**What the task asks**
When the string "white" is part of a line below, that line should be copied.

[Start of Attachment]

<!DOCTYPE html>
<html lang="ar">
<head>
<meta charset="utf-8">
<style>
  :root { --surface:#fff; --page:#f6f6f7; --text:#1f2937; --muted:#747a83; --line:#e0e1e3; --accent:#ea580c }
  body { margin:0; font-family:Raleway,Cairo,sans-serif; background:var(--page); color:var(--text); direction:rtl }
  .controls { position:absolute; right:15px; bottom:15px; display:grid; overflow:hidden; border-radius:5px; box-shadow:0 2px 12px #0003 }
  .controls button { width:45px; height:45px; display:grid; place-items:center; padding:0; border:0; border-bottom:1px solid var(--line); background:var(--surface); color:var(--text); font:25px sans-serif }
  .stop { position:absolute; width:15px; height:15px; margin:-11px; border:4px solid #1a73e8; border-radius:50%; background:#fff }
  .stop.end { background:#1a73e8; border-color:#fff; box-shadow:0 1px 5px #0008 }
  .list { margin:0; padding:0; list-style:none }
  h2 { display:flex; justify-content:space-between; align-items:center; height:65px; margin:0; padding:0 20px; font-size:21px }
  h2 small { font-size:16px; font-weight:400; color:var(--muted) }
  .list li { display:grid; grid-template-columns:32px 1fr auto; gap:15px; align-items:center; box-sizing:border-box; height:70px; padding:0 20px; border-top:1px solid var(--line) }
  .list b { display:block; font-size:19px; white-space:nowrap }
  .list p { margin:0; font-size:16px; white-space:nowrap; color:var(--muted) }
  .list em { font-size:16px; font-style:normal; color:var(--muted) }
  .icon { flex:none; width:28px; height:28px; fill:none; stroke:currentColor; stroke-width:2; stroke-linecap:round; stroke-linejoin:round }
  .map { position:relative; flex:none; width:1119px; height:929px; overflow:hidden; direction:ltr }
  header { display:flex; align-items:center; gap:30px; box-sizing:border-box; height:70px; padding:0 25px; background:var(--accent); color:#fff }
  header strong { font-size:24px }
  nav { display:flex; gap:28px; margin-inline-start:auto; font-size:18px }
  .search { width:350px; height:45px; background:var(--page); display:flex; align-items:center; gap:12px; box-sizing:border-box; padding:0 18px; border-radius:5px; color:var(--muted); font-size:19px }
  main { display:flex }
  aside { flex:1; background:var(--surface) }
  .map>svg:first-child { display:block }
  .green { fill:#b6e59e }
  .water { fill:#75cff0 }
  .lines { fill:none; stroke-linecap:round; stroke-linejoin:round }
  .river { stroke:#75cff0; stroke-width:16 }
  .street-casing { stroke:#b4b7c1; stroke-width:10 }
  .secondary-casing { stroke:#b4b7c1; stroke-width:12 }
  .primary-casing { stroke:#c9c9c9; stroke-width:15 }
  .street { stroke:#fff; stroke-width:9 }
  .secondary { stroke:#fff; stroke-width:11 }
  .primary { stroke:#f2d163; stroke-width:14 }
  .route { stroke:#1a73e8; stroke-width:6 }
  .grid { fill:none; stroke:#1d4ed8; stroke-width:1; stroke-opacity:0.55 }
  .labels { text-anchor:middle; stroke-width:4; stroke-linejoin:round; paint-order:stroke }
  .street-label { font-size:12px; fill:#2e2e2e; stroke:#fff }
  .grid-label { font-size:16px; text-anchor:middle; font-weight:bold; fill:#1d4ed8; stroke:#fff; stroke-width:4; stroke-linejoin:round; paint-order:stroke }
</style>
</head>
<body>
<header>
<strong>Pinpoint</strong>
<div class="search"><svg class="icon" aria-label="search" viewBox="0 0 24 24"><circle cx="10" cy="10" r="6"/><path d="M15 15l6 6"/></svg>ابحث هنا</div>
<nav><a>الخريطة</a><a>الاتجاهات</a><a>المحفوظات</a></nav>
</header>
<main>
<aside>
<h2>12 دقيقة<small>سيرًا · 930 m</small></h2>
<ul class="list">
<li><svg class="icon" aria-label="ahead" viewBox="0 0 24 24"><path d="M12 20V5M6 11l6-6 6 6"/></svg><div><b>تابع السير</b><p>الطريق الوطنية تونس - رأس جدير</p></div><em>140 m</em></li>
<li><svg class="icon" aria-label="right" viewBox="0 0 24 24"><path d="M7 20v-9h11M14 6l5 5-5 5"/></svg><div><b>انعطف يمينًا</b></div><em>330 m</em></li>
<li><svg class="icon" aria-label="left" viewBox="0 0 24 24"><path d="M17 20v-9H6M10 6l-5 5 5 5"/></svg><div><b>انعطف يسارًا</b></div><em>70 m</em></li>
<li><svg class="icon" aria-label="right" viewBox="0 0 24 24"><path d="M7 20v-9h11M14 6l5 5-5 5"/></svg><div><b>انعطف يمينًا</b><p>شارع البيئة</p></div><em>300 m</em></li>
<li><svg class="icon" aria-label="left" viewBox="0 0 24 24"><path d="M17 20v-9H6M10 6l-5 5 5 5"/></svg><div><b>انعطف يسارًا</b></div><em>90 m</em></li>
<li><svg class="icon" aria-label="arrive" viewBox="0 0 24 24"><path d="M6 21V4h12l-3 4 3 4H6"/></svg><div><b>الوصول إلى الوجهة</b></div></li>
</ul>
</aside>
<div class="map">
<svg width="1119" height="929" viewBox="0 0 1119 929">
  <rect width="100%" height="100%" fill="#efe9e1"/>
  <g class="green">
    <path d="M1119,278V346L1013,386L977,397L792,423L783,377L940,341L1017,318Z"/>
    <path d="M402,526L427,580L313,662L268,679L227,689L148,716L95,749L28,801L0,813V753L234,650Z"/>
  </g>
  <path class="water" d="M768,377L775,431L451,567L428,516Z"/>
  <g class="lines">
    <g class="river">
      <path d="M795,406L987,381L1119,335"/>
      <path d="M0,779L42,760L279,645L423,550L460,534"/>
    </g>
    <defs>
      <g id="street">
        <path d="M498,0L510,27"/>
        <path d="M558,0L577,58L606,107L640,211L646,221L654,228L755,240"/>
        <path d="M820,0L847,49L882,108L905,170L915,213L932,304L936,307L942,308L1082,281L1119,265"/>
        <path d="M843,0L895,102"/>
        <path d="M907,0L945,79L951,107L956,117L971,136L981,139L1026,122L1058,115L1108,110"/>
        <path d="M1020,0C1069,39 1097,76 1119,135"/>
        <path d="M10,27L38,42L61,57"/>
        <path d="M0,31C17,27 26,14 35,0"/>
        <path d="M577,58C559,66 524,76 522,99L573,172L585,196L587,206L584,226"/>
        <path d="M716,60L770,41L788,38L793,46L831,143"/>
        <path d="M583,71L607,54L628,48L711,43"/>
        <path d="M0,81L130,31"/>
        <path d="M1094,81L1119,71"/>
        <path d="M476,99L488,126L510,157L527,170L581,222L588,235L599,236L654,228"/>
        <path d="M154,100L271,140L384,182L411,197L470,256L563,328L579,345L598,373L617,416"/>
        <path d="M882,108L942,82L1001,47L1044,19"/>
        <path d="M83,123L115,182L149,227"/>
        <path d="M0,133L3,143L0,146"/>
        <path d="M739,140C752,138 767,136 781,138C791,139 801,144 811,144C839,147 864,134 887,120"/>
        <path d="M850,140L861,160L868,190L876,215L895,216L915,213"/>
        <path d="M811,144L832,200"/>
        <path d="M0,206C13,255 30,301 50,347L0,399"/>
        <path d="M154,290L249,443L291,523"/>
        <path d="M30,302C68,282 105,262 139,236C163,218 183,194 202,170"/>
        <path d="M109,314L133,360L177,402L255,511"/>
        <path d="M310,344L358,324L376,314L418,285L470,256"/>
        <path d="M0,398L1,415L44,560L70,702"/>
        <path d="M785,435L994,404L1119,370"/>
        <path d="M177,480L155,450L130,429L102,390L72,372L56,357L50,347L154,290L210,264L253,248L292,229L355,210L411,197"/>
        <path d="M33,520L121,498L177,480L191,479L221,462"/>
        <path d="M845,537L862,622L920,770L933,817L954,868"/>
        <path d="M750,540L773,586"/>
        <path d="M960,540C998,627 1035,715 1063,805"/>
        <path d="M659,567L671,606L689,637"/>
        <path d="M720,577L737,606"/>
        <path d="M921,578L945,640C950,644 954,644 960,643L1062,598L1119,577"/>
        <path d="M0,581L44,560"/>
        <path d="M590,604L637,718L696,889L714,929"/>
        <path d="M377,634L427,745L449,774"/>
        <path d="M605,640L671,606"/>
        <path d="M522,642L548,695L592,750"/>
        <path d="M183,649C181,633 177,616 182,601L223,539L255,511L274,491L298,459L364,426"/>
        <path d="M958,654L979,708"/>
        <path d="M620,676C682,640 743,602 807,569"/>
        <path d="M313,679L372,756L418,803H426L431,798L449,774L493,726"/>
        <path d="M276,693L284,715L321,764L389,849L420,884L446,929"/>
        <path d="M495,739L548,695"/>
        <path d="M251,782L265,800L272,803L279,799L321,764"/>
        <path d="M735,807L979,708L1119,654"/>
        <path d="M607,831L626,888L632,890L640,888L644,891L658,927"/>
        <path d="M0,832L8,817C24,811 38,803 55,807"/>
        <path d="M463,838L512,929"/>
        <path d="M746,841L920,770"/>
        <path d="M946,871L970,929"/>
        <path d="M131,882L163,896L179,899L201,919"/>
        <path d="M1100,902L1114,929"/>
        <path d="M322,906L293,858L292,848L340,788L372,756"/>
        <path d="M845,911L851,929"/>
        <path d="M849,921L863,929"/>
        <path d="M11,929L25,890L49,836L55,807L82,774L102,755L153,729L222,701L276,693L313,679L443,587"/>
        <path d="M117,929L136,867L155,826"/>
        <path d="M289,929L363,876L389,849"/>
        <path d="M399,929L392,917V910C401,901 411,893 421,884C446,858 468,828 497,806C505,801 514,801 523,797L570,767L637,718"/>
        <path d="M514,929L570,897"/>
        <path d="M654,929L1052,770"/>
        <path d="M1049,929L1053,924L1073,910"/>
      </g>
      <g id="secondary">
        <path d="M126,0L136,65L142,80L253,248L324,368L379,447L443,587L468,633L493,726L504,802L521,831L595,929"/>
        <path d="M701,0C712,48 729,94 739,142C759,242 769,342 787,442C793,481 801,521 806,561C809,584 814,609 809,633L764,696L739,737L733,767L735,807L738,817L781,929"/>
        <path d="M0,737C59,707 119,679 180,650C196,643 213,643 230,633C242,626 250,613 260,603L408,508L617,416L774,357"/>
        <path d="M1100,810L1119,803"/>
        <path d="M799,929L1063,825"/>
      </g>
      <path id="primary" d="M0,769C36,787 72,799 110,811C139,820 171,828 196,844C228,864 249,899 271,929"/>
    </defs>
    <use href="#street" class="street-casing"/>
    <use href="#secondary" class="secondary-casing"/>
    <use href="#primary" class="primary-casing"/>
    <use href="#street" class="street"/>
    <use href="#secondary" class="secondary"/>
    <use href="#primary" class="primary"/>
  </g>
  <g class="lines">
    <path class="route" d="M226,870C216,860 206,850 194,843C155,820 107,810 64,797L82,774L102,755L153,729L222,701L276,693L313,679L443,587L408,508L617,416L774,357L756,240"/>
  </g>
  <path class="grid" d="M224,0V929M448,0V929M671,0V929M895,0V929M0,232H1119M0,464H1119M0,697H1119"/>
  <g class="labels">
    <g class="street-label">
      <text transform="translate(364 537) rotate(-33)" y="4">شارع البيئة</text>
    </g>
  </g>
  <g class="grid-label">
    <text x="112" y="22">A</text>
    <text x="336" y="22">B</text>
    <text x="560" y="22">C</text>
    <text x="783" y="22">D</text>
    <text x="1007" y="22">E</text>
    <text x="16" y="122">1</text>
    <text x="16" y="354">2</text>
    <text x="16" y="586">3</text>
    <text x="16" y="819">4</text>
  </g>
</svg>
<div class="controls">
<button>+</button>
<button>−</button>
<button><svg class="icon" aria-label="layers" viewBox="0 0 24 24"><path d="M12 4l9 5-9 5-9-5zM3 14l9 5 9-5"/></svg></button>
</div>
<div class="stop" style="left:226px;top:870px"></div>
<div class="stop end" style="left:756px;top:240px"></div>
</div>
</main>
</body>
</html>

[End of Attachment]

**Output of the task**
  .list b { display:block; font-size:19px; white-space:nowrap }
  .list p { margin:0; font-size:16px; white-space:nowrap; color:var(--muted) }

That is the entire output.